Relevancy (Usefulness/Coverage)

  • Does the content of the document actually answer the question or solve the problem which caused you to perform the search to begin with?

Authority (Expertise/Credentials)

  • Is it clear who is responsible for the contents of the page?  
  • Is there a way of verifying the legitimacy of the organization, group, company or individual? 
  • Is there any indication of the author's qualifications for writing on a particular topic?
  • Is the information from sources known to be reliable? 

Bias (Objectivity/Point of View)

  • Does the content appear to contain any evidence of bias?
  • Is there a link to a page describing the goals or purpose of the sponsoring organization or company?
  • If there is any advertising on the page, is it clearly differentiated from the informational content? 

Additional questions for evaluating each source: 

What is the date the article was last updated?

  • Is the information current enough to answer your research question?

What is the website domain?

  • .edu/.gov are often more credible (sometimes harder to read—>see “determining sources” 
  • .org (what is the main purpose of the organization?)
  • .com sites can be useful, but often has less credible sources

What is the author’s purpose?

  • To inform (presents news, facts, and information)
  • To persuade (offers opinion/editorial on the subject)
  • To entertain (contains humor, satire, or storytelling)


Fact-Checking Sites

all links from:

AllSides. While not a fact-checking site, AllSides curates stories from right, center and left-leaning media so that readers can easily compare how bias influences reporting on each topic. 

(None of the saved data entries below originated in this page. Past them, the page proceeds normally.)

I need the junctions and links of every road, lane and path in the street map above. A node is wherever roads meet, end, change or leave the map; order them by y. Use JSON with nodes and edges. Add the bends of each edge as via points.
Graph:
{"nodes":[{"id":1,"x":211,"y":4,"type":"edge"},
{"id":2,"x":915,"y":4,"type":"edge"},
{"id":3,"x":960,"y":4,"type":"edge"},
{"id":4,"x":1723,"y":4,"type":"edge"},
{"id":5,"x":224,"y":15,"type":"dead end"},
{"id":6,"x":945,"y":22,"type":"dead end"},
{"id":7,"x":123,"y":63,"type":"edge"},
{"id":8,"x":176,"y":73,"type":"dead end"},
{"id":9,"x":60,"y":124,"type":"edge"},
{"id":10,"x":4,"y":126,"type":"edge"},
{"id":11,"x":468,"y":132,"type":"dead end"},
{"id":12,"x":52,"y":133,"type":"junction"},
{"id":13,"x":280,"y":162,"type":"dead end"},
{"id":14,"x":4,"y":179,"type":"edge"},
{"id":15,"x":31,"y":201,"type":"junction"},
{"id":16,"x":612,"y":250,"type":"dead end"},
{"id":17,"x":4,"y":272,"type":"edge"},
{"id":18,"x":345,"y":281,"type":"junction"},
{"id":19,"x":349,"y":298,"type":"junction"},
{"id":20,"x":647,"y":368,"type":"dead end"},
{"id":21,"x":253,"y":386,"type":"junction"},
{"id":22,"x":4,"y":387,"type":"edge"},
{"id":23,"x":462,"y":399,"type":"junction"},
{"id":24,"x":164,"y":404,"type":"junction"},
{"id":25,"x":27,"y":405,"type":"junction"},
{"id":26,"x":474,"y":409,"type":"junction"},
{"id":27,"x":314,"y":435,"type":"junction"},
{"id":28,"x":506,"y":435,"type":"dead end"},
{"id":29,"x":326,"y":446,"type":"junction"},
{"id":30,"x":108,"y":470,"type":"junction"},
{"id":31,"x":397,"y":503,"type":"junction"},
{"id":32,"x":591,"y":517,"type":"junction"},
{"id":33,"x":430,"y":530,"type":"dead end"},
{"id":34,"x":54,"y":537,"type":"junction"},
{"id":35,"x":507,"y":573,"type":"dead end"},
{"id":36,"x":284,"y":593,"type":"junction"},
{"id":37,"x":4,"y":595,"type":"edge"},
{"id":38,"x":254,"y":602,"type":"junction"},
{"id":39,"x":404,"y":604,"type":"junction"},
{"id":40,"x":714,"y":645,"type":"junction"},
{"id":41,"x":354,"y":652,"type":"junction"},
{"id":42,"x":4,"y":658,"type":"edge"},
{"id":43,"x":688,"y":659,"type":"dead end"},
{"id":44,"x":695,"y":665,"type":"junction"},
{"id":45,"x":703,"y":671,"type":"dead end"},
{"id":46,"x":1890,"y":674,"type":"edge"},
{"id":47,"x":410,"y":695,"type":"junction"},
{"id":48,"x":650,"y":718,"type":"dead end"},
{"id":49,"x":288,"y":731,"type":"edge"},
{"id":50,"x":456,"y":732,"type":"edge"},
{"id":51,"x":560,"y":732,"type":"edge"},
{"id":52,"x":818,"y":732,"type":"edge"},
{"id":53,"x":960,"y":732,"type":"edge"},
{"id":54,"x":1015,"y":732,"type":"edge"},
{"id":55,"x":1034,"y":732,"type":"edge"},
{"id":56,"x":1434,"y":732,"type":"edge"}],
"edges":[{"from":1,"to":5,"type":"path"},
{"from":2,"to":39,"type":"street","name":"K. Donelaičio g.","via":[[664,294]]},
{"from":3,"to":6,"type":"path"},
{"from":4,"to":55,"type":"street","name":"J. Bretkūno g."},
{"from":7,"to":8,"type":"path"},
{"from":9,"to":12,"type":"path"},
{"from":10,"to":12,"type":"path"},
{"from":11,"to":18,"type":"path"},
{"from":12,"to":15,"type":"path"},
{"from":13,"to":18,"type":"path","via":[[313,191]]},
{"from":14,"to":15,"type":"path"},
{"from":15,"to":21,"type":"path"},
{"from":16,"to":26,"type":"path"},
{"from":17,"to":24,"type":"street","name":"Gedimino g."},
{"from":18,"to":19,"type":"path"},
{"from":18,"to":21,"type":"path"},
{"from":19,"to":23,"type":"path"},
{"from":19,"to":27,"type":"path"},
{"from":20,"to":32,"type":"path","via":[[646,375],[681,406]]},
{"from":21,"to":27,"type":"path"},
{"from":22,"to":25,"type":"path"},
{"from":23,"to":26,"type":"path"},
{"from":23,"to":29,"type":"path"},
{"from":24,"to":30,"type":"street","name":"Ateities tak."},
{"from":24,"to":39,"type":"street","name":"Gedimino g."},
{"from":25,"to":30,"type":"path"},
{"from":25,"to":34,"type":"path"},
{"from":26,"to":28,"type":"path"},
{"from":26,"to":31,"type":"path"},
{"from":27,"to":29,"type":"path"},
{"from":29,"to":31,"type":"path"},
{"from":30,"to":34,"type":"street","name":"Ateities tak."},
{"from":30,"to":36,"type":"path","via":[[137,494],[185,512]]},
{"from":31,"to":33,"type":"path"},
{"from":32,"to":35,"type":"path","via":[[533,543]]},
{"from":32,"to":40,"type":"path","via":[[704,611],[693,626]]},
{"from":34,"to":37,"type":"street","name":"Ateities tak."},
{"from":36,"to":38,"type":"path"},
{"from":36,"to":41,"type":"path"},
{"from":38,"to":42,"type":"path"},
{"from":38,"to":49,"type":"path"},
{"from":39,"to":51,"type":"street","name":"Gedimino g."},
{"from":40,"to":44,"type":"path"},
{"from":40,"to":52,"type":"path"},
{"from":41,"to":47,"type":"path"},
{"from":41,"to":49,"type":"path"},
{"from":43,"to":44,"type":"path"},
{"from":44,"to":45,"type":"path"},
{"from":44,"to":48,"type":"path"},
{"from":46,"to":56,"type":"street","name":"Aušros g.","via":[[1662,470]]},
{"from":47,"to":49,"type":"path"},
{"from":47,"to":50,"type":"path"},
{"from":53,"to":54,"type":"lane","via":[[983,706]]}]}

Fact Check. This nonpartisan, nonprofit project of the Annenberg Public Policy Center of the University of Pennsylvania monitors the factual accuracy of what is said by U.S. political players, including politicians, TV ads, debates, interviews and news releases.
Open Secrets. This nonpartisan, independent and nonprofit website run by the Center for Responsive Politics tracks how much and where candidates get their money.

Politifact. This Pulitzer Prize winning website rates the accuracy of claims by elected officials. Run by editors and reporters from the independent newspaper Tampa Bay Times, Politicfact features the Truth-O-Meter that rates statements as “True,” “Mostly True,” “Half True,” “False,” and “Pants on Fire.”

ProPublica. This independent, nonprofit newsroom has won several Pulitzer Prizes, including the 2016 Prize for Explanatory Reporting. ProPublica produces investigative journalism in the public interest.

Snopes. This independent, nonpartisan website run by professional researcher and writer David Mikkelson researches urban legends and other rumors. It is often the first to set the facts straight on wild fake news claims.

The Sunlight Foundation. This nonpartisan, nonprofit organization uses public policy data-based journalism to make politics more transparent and accountable.